Il semble que dans le monde de la technologie des smartphones, le temps soit un cercle plat. Juste au moment où nous pensions être passés à un avenir entièrement dominé par l’IA et les astuces logicielles, Samsung serait en train de fouiller dans ses archives pour faire revivre une fonctionnalité matérielle qu’il avait supprimée il y a des années. Selon de nouveaux rapports provenant de la chaîne d'approvisionnement sud-coréenne, le géant de la technologie envisage sérieusement de ramener des caméras à ouverture variable pour ses futurs téléphones phares.

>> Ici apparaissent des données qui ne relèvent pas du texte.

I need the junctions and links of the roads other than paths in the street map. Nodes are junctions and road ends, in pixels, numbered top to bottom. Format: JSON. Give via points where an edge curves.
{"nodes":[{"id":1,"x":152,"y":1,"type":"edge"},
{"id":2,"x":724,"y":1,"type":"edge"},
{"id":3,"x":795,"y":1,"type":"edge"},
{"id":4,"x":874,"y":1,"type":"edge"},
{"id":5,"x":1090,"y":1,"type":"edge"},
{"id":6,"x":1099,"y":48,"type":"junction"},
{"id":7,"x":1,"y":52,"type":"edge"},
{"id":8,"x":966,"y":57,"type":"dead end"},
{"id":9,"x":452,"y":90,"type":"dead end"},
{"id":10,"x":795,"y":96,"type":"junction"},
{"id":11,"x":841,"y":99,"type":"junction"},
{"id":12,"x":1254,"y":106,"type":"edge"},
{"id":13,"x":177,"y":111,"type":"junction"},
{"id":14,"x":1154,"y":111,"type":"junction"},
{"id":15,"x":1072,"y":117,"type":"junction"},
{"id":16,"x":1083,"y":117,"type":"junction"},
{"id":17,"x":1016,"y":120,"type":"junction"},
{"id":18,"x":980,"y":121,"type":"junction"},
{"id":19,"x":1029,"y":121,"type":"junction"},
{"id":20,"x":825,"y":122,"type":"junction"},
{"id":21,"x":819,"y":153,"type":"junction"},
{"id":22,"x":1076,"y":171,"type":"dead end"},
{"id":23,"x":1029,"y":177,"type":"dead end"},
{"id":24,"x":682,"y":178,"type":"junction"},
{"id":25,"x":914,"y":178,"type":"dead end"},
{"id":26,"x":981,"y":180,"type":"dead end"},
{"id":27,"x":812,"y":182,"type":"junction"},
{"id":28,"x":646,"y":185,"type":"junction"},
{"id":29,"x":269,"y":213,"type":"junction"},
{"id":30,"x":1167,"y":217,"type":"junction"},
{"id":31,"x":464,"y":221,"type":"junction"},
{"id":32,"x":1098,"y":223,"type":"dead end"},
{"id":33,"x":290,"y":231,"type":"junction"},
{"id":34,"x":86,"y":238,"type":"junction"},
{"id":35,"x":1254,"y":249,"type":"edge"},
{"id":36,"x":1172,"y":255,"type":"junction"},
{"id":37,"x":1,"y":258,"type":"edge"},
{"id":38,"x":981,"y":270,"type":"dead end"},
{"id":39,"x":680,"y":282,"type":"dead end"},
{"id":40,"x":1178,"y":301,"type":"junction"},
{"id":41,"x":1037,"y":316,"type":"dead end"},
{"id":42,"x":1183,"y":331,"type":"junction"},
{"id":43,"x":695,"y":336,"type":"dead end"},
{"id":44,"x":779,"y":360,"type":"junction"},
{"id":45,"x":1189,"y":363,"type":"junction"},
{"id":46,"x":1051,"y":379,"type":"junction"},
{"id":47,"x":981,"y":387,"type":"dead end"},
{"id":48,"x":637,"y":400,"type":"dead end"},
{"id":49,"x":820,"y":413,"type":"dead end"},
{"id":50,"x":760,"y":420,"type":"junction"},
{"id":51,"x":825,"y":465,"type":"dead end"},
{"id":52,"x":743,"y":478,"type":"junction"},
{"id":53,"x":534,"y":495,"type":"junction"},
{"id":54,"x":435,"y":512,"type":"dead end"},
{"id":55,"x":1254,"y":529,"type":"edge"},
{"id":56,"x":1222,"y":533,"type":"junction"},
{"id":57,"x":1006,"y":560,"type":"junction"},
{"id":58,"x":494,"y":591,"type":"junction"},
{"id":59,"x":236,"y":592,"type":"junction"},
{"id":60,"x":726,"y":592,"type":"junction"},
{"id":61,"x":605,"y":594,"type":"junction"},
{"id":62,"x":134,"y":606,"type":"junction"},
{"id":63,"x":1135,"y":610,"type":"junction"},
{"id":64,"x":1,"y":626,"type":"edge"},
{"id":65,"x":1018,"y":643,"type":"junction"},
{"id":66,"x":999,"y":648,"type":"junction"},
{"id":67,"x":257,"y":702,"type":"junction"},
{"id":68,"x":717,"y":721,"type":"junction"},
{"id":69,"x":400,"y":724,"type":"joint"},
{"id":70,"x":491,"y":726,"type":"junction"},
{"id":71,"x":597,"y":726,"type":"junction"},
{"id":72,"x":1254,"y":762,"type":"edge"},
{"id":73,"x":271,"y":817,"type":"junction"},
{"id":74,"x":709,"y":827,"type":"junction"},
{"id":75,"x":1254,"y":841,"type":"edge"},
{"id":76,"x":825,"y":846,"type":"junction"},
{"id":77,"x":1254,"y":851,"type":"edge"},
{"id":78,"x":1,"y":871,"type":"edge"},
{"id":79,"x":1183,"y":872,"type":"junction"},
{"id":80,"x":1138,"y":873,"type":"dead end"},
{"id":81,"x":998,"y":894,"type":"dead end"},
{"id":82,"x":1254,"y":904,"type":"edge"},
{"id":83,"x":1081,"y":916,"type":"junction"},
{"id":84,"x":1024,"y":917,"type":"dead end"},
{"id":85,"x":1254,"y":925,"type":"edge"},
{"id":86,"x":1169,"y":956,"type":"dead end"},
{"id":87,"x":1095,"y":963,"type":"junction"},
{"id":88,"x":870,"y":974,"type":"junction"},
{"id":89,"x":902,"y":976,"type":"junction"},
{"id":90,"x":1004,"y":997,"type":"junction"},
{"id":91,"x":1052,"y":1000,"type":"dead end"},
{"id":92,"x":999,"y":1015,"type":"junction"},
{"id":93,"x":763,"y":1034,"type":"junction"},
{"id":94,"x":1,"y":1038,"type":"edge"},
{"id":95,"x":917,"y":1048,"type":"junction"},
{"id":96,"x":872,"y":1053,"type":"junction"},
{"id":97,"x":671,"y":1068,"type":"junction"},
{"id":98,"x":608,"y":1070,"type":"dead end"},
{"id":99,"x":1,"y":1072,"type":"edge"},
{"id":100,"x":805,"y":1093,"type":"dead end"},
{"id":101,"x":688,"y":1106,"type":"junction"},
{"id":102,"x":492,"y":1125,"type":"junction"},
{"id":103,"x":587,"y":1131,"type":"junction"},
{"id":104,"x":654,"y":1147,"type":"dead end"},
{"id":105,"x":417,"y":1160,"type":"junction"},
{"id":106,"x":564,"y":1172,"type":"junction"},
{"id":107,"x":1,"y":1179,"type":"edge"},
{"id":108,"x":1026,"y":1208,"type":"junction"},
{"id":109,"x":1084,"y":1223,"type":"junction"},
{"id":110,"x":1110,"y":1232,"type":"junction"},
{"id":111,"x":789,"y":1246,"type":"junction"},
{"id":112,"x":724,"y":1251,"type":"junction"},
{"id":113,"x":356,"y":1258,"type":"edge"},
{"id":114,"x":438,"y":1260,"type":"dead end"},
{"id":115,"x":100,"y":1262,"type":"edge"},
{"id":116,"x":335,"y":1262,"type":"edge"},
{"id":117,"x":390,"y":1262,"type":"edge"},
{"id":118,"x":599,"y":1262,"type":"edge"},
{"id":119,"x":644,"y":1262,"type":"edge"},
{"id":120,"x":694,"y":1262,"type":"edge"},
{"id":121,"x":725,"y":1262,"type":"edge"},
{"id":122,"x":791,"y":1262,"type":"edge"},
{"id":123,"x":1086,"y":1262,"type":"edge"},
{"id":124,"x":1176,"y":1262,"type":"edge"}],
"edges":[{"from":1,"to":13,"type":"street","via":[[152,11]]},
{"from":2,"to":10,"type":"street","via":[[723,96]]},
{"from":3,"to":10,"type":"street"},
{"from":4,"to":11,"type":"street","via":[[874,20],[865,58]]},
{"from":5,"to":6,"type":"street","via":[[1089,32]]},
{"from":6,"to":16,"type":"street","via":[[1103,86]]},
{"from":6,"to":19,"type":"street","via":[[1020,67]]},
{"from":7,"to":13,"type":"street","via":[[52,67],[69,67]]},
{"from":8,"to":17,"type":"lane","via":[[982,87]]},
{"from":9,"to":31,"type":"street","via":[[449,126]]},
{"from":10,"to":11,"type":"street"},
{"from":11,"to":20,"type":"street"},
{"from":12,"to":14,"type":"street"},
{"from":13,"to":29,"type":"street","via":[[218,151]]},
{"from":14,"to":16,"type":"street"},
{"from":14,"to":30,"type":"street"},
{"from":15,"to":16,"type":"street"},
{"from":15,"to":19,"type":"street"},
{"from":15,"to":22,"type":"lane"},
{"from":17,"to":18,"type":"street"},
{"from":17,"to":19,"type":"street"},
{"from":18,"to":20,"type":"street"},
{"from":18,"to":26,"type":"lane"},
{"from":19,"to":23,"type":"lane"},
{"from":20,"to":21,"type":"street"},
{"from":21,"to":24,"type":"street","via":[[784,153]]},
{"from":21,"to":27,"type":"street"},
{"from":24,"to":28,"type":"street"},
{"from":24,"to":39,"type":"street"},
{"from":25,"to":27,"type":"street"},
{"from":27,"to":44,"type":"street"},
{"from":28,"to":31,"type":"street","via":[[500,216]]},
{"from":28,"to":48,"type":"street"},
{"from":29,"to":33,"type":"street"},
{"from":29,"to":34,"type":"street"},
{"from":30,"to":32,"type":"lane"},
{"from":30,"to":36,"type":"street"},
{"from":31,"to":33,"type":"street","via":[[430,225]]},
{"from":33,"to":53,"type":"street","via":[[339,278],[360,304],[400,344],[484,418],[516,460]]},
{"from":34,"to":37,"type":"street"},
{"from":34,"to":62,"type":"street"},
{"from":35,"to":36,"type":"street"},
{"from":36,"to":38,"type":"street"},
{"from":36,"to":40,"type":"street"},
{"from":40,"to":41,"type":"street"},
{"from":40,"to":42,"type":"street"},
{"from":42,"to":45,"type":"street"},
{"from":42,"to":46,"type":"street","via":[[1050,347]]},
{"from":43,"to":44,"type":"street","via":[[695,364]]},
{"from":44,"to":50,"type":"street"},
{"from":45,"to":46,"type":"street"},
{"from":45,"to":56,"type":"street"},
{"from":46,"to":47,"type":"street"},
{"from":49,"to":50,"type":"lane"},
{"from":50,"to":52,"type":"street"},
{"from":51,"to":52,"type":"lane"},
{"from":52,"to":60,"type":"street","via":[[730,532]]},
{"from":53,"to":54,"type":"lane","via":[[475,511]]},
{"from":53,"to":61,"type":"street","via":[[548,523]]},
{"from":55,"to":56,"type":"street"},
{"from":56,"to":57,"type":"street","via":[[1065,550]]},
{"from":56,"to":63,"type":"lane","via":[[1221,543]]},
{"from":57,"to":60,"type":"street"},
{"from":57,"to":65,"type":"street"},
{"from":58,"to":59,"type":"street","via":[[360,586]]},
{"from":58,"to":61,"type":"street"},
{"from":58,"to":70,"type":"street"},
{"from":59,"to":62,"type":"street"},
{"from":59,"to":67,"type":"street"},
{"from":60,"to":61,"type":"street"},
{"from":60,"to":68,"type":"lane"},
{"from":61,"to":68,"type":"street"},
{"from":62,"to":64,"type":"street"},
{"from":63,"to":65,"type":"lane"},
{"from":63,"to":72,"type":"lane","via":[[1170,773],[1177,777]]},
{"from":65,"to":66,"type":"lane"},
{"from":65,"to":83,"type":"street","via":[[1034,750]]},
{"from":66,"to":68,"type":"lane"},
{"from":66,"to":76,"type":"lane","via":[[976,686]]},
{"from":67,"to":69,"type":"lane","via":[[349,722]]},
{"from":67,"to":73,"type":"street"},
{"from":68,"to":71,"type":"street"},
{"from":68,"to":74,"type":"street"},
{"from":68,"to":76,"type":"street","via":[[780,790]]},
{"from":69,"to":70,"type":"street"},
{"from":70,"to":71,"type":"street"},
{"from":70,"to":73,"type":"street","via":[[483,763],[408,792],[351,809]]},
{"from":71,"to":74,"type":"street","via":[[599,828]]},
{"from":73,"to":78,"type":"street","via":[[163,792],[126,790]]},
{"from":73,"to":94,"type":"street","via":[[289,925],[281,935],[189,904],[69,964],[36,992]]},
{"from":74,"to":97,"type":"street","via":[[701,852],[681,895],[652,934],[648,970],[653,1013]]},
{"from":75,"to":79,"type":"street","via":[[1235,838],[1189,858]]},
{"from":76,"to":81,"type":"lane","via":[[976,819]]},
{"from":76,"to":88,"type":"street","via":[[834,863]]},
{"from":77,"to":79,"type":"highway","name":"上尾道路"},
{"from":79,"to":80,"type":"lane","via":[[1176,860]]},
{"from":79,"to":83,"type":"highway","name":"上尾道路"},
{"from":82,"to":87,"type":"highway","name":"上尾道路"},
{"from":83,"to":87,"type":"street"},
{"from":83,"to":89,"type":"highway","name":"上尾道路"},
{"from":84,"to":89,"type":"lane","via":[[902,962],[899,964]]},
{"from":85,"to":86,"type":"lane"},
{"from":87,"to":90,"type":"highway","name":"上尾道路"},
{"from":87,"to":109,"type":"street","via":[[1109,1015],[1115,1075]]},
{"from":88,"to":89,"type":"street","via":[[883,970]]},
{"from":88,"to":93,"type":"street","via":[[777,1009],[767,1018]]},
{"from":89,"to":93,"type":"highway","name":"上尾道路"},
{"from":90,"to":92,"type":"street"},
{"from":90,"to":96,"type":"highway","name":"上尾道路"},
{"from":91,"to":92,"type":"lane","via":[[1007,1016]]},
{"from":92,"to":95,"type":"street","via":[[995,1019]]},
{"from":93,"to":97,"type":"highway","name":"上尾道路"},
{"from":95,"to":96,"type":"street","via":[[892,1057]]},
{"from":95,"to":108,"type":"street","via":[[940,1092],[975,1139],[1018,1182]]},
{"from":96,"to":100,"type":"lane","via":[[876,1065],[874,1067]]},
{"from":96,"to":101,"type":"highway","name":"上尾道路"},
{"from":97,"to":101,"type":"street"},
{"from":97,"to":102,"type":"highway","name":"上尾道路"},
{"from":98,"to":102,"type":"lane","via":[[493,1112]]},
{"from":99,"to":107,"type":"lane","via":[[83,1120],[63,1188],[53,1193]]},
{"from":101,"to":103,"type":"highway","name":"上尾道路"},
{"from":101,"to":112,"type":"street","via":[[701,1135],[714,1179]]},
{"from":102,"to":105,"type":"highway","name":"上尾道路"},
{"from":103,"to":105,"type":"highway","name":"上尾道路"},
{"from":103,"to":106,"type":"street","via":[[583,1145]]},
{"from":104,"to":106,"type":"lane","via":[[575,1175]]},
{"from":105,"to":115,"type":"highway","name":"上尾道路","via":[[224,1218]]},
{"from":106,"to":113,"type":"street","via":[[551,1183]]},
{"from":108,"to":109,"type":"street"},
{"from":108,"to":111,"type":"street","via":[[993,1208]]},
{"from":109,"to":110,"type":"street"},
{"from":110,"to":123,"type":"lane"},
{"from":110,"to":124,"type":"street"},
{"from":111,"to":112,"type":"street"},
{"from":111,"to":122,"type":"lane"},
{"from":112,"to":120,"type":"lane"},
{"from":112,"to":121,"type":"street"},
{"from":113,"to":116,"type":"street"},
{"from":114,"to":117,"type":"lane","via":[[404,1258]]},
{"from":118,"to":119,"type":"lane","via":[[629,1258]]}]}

Si vous suivez la gamme Galaxy depuis un certain temps, vous vous souvenez peut-être de cette fonctionnalité des jours Galaxy S9 et S10. Il s’agissait d’une pièce d’ingénierie brillante, quoique légèrement en avance sur son temps, qui permettait à l’objectif de l’appareil photo de s’ouvrir et de se fermer physiquement – un peu comme la pupille d’un œil humain – pour contrôler la lumière. Samsung l'a discrètement supprimé en commençant par le Galaxy S20, invoquant son coût et le fait qu'il rendait les téléphones trop épais.
Alors pourquoi le ramener maintenant ? Sans surprise, la réponse semble être Apple.
Les rapports suggèrent qu’Apple envisage de lancer la technologie à ouverture variable sur les prochains modèles d’iPhone 18 Pro. Dans le jeu aux enjeux élevés de la domination des smartphones, Samsung refuse de se laisser prendre en retrait. Des sources indiquent que Samsung a déjà fait appel à ses principaux partenaires, notamment Samsung Electro-Mechanics et MCNEX, pour commencer à produire des prototypes pour une version moderne du système. Bien qu'il soit encore en « phase de test », les initiés décrivent l'engagement de Samsung dans le projet comme étant fort.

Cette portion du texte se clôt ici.